In 1996 when we incorporated, the growth started, and we were just trying to keep our head above the water. Being a new city, you start out with a blank sheet of paper, so we had to learn as we went along. We were very blessed with having Winn-Dixie come in off 280 as one of our first big businesses to give us a tax base.

We started off with 906 people in the city in 1996. In 2000, that had grown to over 2,900, and in 2010 our census showed 10,183; that’s a 245 percent population increase over the last ten years. Several things helped our growth: the growth coming out of Jefferson County and into Shelby County that originally stopped around the Greystone area began to cross over Double Oak Mountain into our area, and some of our big subdivisions here, Chesser Plantation and Chelsea Park, experienced big growth. Then there is the quality of life here just in what the Shelby County Schools offer. The city is very education-oriented, and we have a wide variety of churches in the area. If you like the hectic pace, stay on 280, but if you like it more rural, just go a half-mile off 280. All of that gives people a choice in how they want to live.

What is the city looking toward in new growth?
We need another sit-down restaurant and building material/hardware retailer, and I’m working to bring that here. We have quite a few fast food places and a new Wendy’s coming in a few months. One of the pluses in our planning is that we’re not trying to develop areas that are decreasing in commercial growth; we have a blank, open Highway 280 that we can build new construction on. We’ve had Publix, Walmart, Tractor Supply and Walgreens all come to the city in the last five years, even when the economy was going down.

The new Chelsea Elementary is being built off County Road 337 and Kings Home Drive. It’s slated to open August 2013. It will be for grades K-5 and so will Mt Laurel and Chelsea Park. There will not be an Intermediate School, but that former space will expand the middle school.

This coming year we hope to introduce the planning of a community center that will be used as a senior adult center as well as including a full-size gym with an overhead walking track. The center would have meeting rooms for use by the community. In the years ahead, we want to redirect County Roads 47 and 39 to eliminate the traffic that builds at that intersection. We’d love to build a new library that would be on the hillside behind city hall and move the history museum to where the library is now located in the old Crane Home.

What are your thoughts on the plans for Highway 280?
I’m in favor of the elevated highway plan for many reasons. One way I’ve looked at it is anything that helps our families get home faster in the evenings is a good thing. We have more than 1,300 children involved with youth sports in Chelsea, so that tells you we have many young families. If your commute takes you an hour or an hour and a half to just get home, it’s dark and too late to participate with your children in these activities. If the elevated highway comes in, people can make the decision on their own if they want to pay the toll fee or go 280 and shop or eat.

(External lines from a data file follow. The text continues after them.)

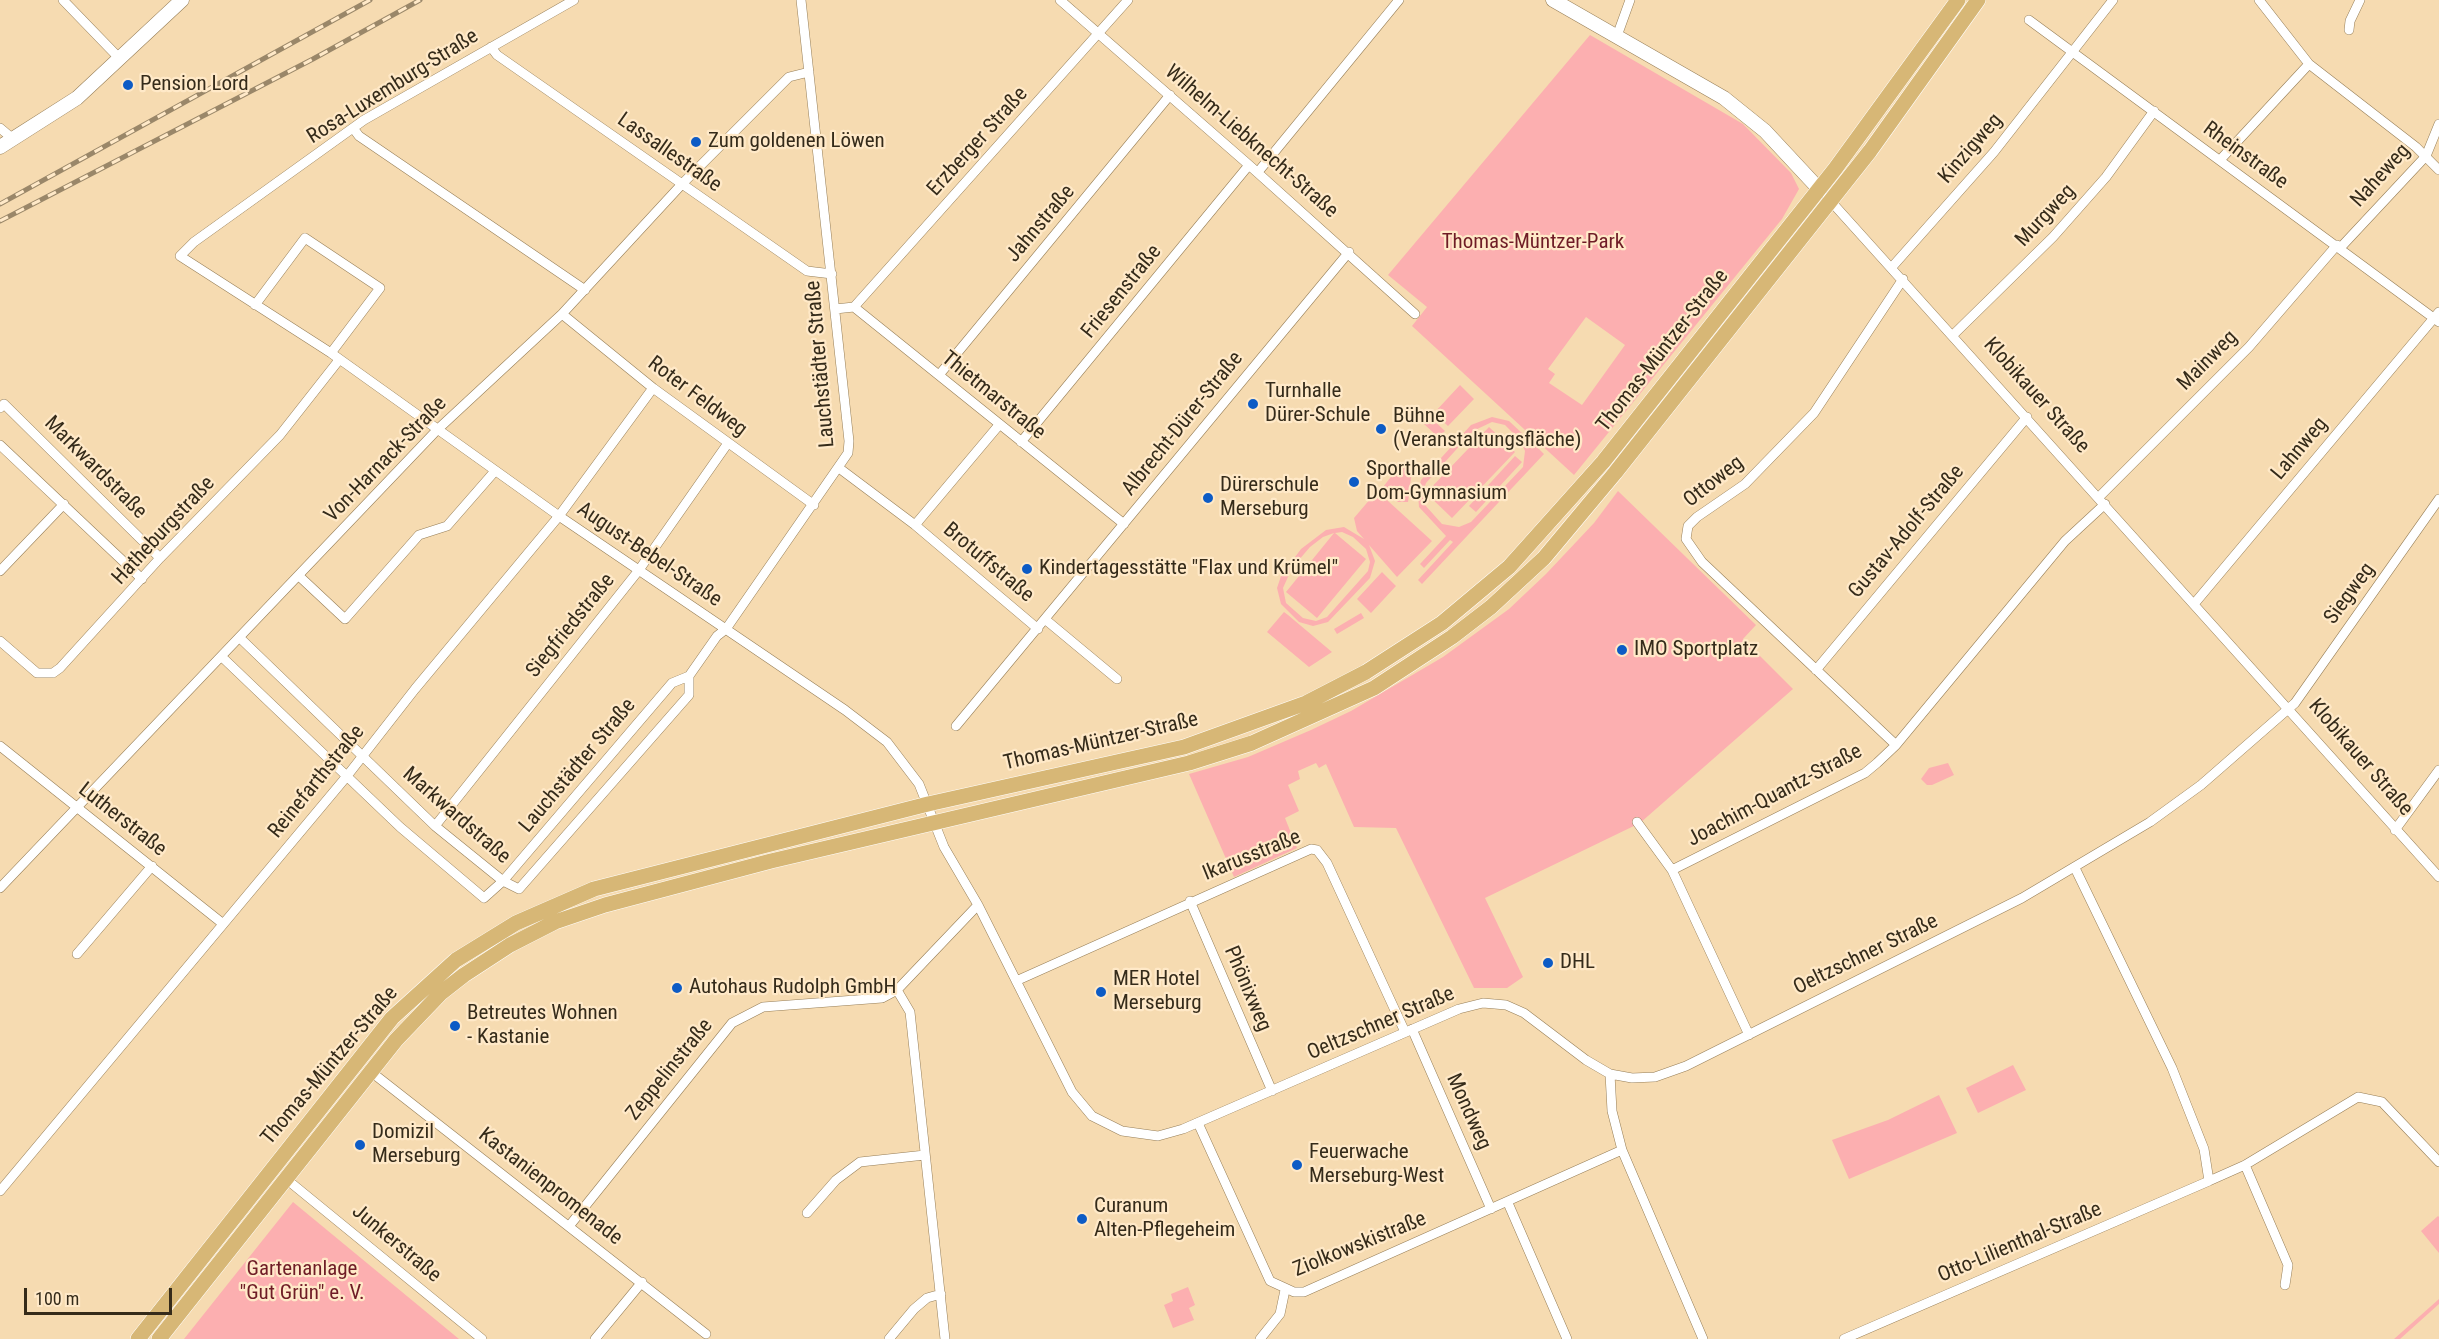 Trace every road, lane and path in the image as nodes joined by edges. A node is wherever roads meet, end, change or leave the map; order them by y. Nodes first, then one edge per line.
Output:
1 (63, 0) edge
2 (182, 0) edge
3 (574, 0) edge
4 (801, 0) edge
5 (1060, 0) edge
6 (1128, 0) edge
7 (1399, 0) edge
8 (1553, 0) edge
9 (1630, 0) edge
10 (1958, 0) edge
11 (1977, 0) edge
12 (2113, 0) edge
13 (2259, 0) edge
14 (2360, 0) edge
15 (2029, 20) dead end
16 (2349, 30) dead end
17 (1100, 34) junction
18 (1617, 36) junction
19 (492, 47) junction
20 (2074, 53) junction
21 (120, 59) junction
22 (2309, 64) junction
23 (809, 72) junction
24 (1170, 95) junction
25 (2154, 111) junction
26 (2439, 124) edge
27 (0, 128) edge
28 (353, 128) junction
29 (13, 139) junction
30 (0, 147) edge
31 (2426, 156) junction
32 (2439, 158) edge
33 (2220, 160) junction
34 (1249, 165) junction
35 (2439, 170) edge
36 (1258, 172) junction
37 (682, 184) junction
38 (1819, 189) junction
39 (1832, 201) junction
40 (2339, 246) junction
41 (1349, 252) junction
42 (180, 256) joint
43 (1892, 267) junction
44 (832, 274) junction
45 (1903, 279) junction
46 (585, 290) junction
47 (255, 305) junction
48 (854, 308) junction
49 (835, 309) junction
50 (561, 314) junction
51 (1415, 314) dead end
52 (2437, 317) edge
53 (1953, 335) junction
54 (331, 353) junction
55 (339, 360) junction
56 (939, 375) junction
57 (653, 388) junction
58 (2, 406) edge
59 (2027, 417) junction
60 (999, 425) junction
61 (437, 430) junction
62 (1021, 442) junction
63 (728, 443) junction
64 (0, 446) edge
65 (839, 468) junction
66 (495, 471) junction
67 (2439, 499) edge
68 (2102, 500) junction
69 (64, 504) junction
70 (814, 505) junction
71 (559, 516) junction
72 (1124, 524) junction
73 (915, 525) junction
74 (160, 558) junction
75 (639, 570) junction
76 (0, 571) edge
77 (299, 576) junction
78 (142, 579) junction
79 (2194, 604) junction
80 (1046, 620) junction
81 (726, 629) junction
82 (1038, 629) junction
83 (240, 638) junction
84 (0, 641) edge
85 (222, 657) junction
86 (1816, 670) junction
87 (689, 676) junction
88 (1117, 679) dead end
89 (2287, 707) junction
90 (956, 726) dead end
91 (1896, 745) junction
92 (0, 746) edge
93 (363, 755) junction
94 (2439, 770) edge
95 (347, 776) junction
96 (928, 804) junction
97 (77, 807) junction
98 (934, 822) junction
99 (1637, 822) dead end
100 (435, 826) junction
101 (2395, 830) junction
102 (152, 866) junction
103 (2075, 868) junction
104 (1672, 870) junction
105 (2439, 877) edge
106 (503, 881) junction
107 (0, 888) edge
108 (1190, 901) junction
109 (978, 905) junction
110 (222, 923) junction
111 (77, 954) dead end
112 (1016, 981) junction
113 (897, 990) junction
114 (1408, 1031) junction
115 (1749, 1035) junction
116 (370, 1071) junction
117 (1610, 1074) junction
118 (1272, 1091) junction
119 (1197, 1123) junction
120 (1622, 1150) junction
121 (925, 1155) junction
122 (2439, 1162) edge
123 (2245, 1165) junction
124 (285, 1178) junction
125 (2209, 1181) junction
126 (0, 1191) edge
127 (1508, 1203) junction
128 (1491, 1209) junction
129 (807, 1213) dead end
130 (570, 1224) junction
131 (642, 1282) junction
132 (2285, 1285) dead end
133 (1285, 1290) junction
134 (941, 1294) junction
135 (706, 1334) dead end
136 (138, 1339) edge
137 (159, 1339) edge
138 (482, 1339) edge
139 (595, 1339) edge
140 (889, 1339) edge
141 (945, 1339) edge
142 (1260, 1339) edge
143 (1567, 1339) edge
144 (1703, 1339) edge
145 (1844, 1339) edge

1 - 21 street
2 - 21 street
3 - 19 street, Rosa-Luxemburg-Straße
4 - 23 street, Lauchstädter Straße
5 - 17 street, Wilhelm-Liebknecht-Straße
6 - 17 street, Erzberger Straße
7 - 36 street
8 - 18 street, Klobikauer Straße
9 - 18 street
10 - 38 main road, Thomas-Müntzer-Straße
11 - 39 main road, Thomas-Müntzer-Straße
12 - 20 street, Kinzigweg
13 - 22 street
14 - 16 street
15 - 20 street, Rheinstraße
17 - 24 street, Wilhelm-Liebknecht-Straße
17 - 48 street, Erzberger Straße
18 - 38 street, Klobikauer Straße
19 - 28 street, Rosa-Luxemburg-Straße
19 - 37 street, Lassallestraße
20 - 25 street, Rheinstraße
20 - 43 street, Kinzigweg
21 - 29 street
22 - 31 street
22 - 33 street
23 - 37 street, Von-Harnack-Straße
23 - 44 street, Lauchstädter Straße
24 - 34 street, Wilhelm-Liebknecht-Straße
24 - 56 street, Jahnstraße
25 - 33 street, Rheinstraße
25 - 53 street, Murgweg
26 - 31 street, Naheweg
27 - 29 street
28 - 42 street, Rosa-Luxemburg-Straße
28 - 46 street
29 - 30 street
31 - 32 street
31 - 35 street
31 - 40 street, Naheweg
33 - 40 street, Rheinstraße
34 - 36 street, Wilhelm-Liebknecht-Straße
34 - 62 street, Friesenstraße
36 - 41 street, Wilhelm-Liebknecht-Straße
37 - 44 street, Lassallestraße
37 - 46 street, Von-Harnack-Straße
38 - 39 street, Klobikauer Straße
38 - 96 main road, Thomas-Müntzer-Straße
39 - 43 street, Klobikauer Straße
39 - 98 main road, Thomas-Müntzer-Straße
40 - 52 street, Rheinstraße
40 - 68 street, Mainweg
41 - 51 street, Wilhelm-Liebknecht-Straße
41 - 72 street, Albrecht-Dürer-Straße
42 - 47 street, August-Bebel-Straße
43 - 45 street, Klobikauer Straße
44 - 49 street, Lauchstädter Straße
45 - 53 street, Klobikauer Straße
45 - 86 street, Ottoweg
46 - 50 street, Von-Harnack-Straße
47 - 54 street, August-Bebel-Straße
47 - 54 street
48 - 49 street
48 - 56 street, Thietmarstraße
49 - 65 street, Lauchstädter Straße
50 - 57 street, Roter Feldweg
50 - 61 street, Von-Harnack-Straße
52 - 79 street, Lahnweg
53 - 59 street, Klobikauer Straße
54 - 55 street, August-Bebel-Straße
55 - 61 street, August-Bebel-Straße
55 - 74 street, Hatheburgstraße
56 - 60 street, Thietmarstraße
57 - 63 street, Roter Feldweg
57 - 71 street, Reinefarthstraße
58 - 74 street, Markwardstraße
59 - 68 street, Klobikauer Straße
59 - 86 street, Gustav-Adolf-Straße
60 - 62 street, Thietmarstraße
60 - 73 street, Brotuffstraße
61 - 66 street, August-Bebel-Straße
61 - 77 street, Von-Harnack-Straße
62 - 72 street, Thietmarstraße
63 - 70 street, Roter Feldweg
63 - 75 street, Siegfriedstraße
64 - 69 street
65 - 70 street, Lauchstädter Straße
65 - 73 street, Brotuffstraße
66 - 71 street, August-Bebel-Straße
66 - 77 street
67 - 89 street, Siegweg
68 - 79 street, Klobikauer Straße
68 - 91 street, Joachim-Quantz-Straße
69 - 76 street
69 - 78 street
70 - 81 street, Lauchstädter Straße
71 - 75 street, August-Bebel-Straße
71 - 93 street, Reinefarthstraße
72 - 80 street, Albrecht-Dürer-Straße
73 - 82 street, Brotuffstraße
74 - 78 street, Hatheburgstraße
75 - 81 street, August-Bebel-Straße
75 - 100 street, Siegfriedstraße
77 - 83 street, Von-Harnack-Straße
78 - 84 street, Hatheburgstraße
79 - 89 street, Klobikauer Straße
80 - 82 street, Albrecht-Dürer-Straße
80 - 88 street
81 - 87 street, Lauchstädter Straße
81 - 96 street, August-Bebel-Straße
82 - 90 street, Albrecht-Dürer-Straße
83 - 85 street, Von-Harnack-Straße
83 - 93 street, Markwardstraße
85 - 95 street, Markwardstraße
85 - 97 street, Von-Harnack-Straße
86 - 91 street, Ottoweg
87 - 106 street, Lauchstädter Straße
87 - 106 street, Lauchstädter Straße
89 - 101 street, Klobikauer Straße
89 - 103 street, Oeltzschner Straße
91 - 104 street, Joachim-Quantz-Straße
92 - 97 street, Lutherstraße
93 - 95 street, Reinefarthstraße
93 - 100 street, Markwardstraße
94 - 101 street
95 - 106 street, Markwardstraße
95 - 110 street, Reinefarthstraße
96 - 98 street, Oeltzschner Straße
96 - 136 main road, Thomas-Müntzer-Straße
97 - 102 street, Lutherstraße
97 - 107 street, Von-Harnack-Straße
98 - 109 street, Oeltzschner Straße
98 - 116 main road, Thomas-Müntzer-Straße
99 - 104 street
100 - 106 street, Markwardstraße
101 - 105 street, Klobikauer Straße
102 - 110 street, Lutherstraße
102 - 111 street
103 - 115 street, Oeltzschner Straße
103 - 125 street
104 - 115 street, Joachim-Quantz-Straße
108 - 112 street, Ikarusstraße
108 - 114 street, Ikarusstraße
108 - 118 street, Phönixweg
109 - 112 street, Oeltzschner Straße
109 - 113 street, Zeppelinstraße
110 - 126 street, Reinefarthstraße
112 - 119 street, Oeltzschner Straße
113 - 121 street
113 - 130 street, Zeppelinstraße
114 - 117 street, Oeltzschner Straße
114 - 118 street, Oeltzschner Straße
114 - 128 street, Mondweg
115 - 117 street, Oeltzschner Straße
116 - 124 main road, Thomas-Müntzer-Straße
116 - 130 street, Kastanienpromenade
117 - 120 street
118 - 119 street, Oeltzschner Straße
119 - 133 street, Ziolkowskistraße
120 - 127 street, Ziolkowskistraße
120 - 144 street
121 - 129 street
121 - 134 street
122 - 123 street, Otto-Lilienthal-Straße
123 - 125 street, Otto-Lilienthal-Straße
123 - 132 street
124 - 137 main road, Thomas-Müntzer-Straße
124 - 138 street, Junkerstraße
125 - 145 street, Otto-Lilienthal-Straße
127 - 128 street, Ziolkowskistraße
127 - 143 street
128 - 133 street, Ziolkowskistraße
130 - 131 street, Kastanienpromenade
131 - 135 street, Kastanienpromenade
131 - 139 street
133 - 142 street
134 - 140 street
134 - 141 street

What are your interests or hobbies?
I’m a family person. June and I have been married 46 years and have two sons and six grandkids. We love to travel; we’ve been to all 50 states. I love photography, and we’re very involved in our church, Liberty Baptist. It’s family, church, city. That’s my life.

When is the next city election?
August 28 is Chelsea’s next city election. I’m up for re-election as mayor, and we’ll be voting on five council positions.